Investors looking for stocks in the Transportation – Shipping sector might want to consider either Seaspan (SSW) or Kirby (KEX). But which of these two stocks presents investors with the better value opportunity right now? Let’s take a closer look.

We have found that the best way to discover great value opportunities is to pair a strong Zacks Rank with a great grade in the Value category of our Style Scores system. The proven Zacks Rank emphasizes companies with positive estimate revision trends, and our Style Scores highlight stocks with specific traits.

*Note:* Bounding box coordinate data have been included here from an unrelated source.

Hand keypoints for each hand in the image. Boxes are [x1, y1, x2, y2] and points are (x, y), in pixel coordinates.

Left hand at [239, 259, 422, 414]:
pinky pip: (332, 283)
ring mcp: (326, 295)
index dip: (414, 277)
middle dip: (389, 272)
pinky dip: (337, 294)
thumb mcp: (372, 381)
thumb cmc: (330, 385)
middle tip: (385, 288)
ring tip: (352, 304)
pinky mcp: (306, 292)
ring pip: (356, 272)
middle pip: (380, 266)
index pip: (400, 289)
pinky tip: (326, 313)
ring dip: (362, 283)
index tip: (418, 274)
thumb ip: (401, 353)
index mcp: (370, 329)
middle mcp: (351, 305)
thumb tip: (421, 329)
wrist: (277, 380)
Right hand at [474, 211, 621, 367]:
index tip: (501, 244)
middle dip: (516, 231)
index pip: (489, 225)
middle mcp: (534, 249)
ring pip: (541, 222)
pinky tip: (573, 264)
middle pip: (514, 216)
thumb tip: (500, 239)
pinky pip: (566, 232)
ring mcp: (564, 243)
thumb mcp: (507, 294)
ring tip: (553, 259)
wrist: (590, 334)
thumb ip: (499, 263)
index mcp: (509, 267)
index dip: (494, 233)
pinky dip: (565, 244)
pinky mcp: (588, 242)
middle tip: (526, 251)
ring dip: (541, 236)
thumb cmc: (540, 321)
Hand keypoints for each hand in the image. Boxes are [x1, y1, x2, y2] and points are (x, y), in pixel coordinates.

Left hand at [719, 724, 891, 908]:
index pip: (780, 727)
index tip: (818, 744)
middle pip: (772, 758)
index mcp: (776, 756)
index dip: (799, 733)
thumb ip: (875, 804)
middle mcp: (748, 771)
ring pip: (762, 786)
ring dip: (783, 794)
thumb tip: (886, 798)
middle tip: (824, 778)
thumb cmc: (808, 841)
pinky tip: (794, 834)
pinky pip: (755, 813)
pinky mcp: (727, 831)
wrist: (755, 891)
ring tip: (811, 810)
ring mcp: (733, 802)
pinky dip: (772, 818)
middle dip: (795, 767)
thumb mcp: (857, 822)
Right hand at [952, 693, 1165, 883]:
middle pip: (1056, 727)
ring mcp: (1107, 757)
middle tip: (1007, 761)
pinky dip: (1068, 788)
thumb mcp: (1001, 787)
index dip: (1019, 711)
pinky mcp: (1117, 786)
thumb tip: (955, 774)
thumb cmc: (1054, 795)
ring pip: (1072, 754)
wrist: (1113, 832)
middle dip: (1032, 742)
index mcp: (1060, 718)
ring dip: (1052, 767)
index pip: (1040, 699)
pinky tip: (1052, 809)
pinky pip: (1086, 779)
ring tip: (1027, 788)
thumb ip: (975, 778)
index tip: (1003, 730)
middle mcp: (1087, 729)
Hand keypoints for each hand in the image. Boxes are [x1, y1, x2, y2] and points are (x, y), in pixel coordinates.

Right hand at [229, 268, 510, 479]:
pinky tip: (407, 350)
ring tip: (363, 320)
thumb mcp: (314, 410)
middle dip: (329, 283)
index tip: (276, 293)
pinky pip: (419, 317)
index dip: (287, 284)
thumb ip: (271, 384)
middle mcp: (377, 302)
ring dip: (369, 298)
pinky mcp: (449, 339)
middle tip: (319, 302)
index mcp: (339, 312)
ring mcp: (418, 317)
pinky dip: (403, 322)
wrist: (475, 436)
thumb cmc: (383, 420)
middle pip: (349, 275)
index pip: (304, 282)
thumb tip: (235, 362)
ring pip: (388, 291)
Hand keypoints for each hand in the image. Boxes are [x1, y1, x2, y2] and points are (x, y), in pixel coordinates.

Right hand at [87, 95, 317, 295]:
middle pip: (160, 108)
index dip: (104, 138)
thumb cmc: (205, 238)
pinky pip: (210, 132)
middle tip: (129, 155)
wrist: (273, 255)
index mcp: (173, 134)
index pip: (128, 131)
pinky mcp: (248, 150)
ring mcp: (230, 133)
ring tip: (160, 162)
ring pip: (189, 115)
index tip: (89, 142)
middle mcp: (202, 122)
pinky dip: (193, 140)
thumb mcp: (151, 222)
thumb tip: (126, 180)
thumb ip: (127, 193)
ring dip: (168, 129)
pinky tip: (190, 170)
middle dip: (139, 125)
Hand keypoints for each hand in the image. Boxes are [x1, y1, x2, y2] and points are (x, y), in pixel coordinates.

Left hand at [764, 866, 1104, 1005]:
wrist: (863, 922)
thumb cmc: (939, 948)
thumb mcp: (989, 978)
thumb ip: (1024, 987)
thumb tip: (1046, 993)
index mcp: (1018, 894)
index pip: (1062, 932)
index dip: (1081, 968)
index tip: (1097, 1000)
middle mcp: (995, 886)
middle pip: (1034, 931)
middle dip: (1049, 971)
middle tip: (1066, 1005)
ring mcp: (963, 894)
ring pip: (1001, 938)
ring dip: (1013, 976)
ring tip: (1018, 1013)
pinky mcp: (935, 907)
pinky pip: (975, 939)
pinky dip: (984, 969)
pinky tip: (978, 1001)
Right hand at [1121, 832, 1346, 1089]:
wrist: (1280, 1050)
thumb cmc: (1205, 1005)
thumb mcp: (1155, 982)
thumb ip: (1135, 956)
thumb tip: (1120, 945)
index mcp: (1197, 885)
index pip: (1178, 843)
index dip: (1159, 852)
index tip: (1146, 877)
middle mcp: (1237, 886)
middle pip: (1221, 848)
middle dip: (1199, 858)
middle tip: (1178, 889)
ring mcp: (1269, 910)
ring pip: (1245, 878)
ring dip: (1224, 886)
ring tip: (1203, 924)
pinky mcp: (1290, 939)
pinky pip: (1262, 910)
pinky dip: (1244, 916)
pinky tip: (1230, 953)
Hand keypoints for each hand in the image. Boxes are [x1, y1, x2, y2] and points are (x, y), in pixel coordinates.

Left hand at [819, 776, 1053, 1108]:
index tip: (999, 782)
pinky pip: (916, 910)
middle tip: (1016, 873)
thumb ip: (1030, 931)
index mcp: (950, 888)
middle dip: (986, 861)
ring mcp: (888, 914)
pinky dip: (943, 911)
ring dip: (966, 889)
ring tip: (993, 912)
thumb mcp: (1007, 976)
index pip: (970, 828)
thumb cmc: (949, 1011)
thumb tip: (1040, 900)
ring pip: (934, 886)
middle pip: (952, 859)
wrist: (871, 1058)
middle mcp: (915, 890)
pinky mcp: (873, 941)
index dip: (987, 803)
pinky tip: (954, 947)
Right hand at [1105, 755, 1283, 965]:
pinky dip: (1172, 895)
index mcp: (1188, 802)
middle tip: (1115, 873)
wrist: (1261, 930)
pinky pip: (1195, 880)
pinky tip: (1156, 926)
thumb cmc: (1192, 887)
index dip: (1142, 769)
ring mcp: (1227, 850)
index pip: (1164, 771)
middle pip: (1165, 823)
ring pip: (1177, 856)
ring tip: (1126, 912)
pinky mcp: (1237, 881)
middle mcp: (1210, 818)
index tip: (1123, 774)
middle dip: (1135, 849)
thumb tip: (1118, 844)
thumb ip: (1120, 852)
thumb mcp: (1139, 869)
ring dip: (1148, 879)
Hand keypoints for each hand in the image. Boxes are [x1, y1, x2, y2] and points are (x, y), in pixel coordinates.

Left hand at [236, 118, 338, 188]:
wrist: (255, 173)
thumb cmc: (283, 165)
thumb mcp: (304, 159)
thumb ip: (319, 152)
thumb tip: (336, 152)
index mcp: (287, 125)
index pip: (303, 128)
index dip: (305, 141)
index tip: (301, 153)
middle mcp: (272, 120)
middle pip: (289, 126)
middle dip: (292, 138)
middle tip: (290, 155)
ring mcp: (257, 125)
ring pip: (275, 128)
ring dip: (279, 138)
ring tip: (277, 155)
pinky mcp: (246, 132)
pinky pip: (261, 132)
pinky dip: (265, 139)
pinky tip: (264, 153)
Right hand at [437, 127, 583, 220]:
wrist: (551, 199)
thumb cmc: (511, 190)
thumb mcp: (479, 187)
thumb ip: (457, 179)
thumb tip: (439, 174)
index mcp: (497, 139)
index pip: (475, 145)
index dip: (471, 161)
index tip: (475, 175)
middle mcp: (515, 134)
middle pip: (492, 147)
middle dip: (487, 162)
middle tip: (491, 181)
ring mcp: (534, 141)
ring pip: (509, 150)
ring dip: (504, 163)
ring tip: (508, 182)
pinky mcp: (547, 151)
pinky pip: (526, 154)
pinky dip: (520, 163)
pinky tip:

Seaspan has a Zacks Rank of #1 (Strong Buy), while Kirby has a Zacks Rank of #3 (Hold) right now. This system places an emphasis on companies that have seen positive earnings estimate revisions, so investors should feel comfortable knowing that SSW is likely seeing its earnings outlook improve to a greater extent. But this is just one factor that value investors are interested in.

Value investors are also interested in a number of tried-and-true valuation metrics that help show when a company is undervalued at its current share price levels.

The Style Score Value grade factors in a variety of key fundamental metrics, including the popular P/E ratio, P/S ratio, earnings yield, cash flow per share, and a number of other key stats that are commonly used by value investors.

SSW currently has a forward P/E ratio of 8.29, while KEX has a forward P/E of 18.54. We also note that SSW has a PEG ratio of 0.53. This figure is similar to the commonly-used P/E ratio, with the PEG ratio also factoring in a company’s expected earnings growth rate. KEX currently has a PEG ratio of 1.39.

Another notable valuation metric for SSW is its P/B ratio of 0.43. Investors use the P/B ratio to look at a stock’s market value versus its book value, which is defined as total assets minus total liabilities. By comparison, KEX has a P/B of 1.25.

Based on these metrics and many more, SSW holds a Value grade of A, while KEX has a Value grade of C.

SSW has seen stronger estimate revision activity and sports more attractive valuation metrics than KEX, so it seems like value investors will conclude that SSW is the superior option right now.